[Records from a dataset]
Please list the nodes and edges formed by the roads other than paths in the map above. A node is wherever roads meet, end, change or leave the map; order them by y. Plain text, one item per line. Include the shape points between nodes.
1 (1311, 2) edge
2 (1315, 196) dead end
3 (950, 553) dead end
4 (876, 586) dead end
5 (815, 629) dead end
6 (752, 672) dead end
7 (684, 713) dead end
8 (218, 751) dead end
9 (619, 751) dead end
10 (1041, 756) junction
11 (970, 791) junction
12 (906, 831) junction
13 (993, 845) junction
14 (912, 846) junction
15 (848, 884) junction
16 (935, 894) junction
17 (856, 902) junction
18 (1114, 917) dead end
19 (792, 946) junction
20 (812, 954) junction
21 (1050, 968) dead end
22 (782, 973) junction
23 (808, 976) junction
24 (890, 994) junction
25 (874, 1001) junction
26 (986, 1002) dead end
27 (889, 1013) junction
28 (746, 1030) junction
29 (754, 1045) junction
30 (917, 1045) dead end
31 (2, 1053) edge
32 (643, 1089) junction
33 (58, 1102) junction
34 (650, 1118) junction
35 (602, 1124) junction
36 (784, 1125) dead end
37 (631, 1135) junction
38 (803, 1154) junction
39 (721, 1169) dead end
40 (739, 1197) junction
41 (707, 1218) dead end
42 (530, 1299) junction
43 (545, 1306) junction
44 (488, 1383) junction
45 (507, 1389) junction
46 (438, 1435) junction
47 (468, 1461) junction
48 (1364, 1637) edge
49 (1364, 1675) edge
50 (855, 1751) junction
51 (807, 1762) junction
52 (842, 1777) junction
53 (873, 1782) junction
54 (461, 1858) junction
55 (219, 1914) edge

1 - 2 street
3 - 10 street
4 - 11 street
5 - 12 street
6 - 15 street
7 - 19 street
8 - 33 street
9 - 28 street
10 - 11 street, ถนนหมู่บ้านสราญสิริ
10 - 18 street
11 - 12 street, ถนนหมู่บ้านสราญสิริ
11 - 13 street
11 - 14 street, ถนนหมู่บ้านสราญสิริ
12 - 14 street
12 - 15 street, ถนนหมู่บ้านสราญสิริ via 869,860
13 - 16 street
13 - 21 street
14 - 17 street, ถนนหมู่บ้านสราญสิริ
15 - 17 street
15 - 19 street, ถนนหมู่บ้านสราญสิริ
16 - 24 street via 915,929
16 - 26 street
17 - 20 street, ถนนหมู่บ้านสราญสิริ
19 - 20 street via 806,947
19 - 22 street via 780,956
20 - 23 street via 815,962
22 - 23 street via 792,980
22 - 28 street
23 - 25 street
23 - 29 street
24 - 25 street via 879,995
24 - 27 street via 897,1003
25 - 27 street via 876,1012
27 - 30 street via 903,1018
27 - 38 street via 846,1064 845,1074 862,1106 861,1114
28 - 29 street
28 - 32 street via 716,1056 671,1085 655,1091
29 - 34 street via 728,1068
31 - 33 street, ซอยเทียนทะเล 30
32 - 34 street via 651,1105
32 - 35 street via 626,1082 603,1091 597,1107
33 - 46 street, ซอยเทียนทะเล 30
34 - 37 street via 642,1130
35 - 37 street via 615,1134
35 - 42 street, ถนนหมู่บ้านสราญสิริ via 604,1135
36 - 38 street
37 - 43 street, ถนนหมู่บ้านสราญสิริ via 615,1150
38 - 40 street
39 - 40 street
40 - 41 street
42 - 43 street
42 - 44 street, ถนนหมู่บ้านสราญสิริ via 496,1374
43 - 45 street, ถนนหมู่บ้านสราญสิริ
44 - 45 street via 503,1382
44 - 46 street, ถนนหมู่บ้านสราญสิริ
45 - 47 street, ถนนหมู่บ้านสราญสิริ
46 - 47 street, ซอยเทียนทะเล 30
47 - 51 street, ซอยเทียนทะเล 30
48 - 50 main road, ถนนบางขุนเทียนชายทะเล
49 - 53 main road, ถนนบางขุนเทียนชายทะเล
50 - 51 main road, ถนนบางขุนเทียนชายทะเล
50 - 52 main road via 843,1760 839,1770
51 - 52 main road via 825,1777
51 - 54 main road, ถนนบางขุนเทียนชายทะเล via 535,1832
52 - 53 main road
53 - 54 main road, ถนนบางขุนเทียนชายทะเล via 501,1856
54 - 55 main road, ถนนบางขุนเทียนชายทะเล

> _What you will do_
Go through the entries above and copy each line with "ถนนบางข" in it.

> _Your response_
48 - 50 main road, ถนนบางขุนเทียนชายทะเล
49 - 53 main road, ถนนบางขุนเทียนชายทะเล
50 - 51 main road, ถนนบางขุนเทียนชายทะเล
51 - 54 main road, ถนนบางขุนเทียนชายทะเล via 535,1832
53 - 54 main road, ถนนบางขุนเทียนชายทะเล via 501,1856
54 - 55 main road, ถนนบางขุนเทียนชายทะเล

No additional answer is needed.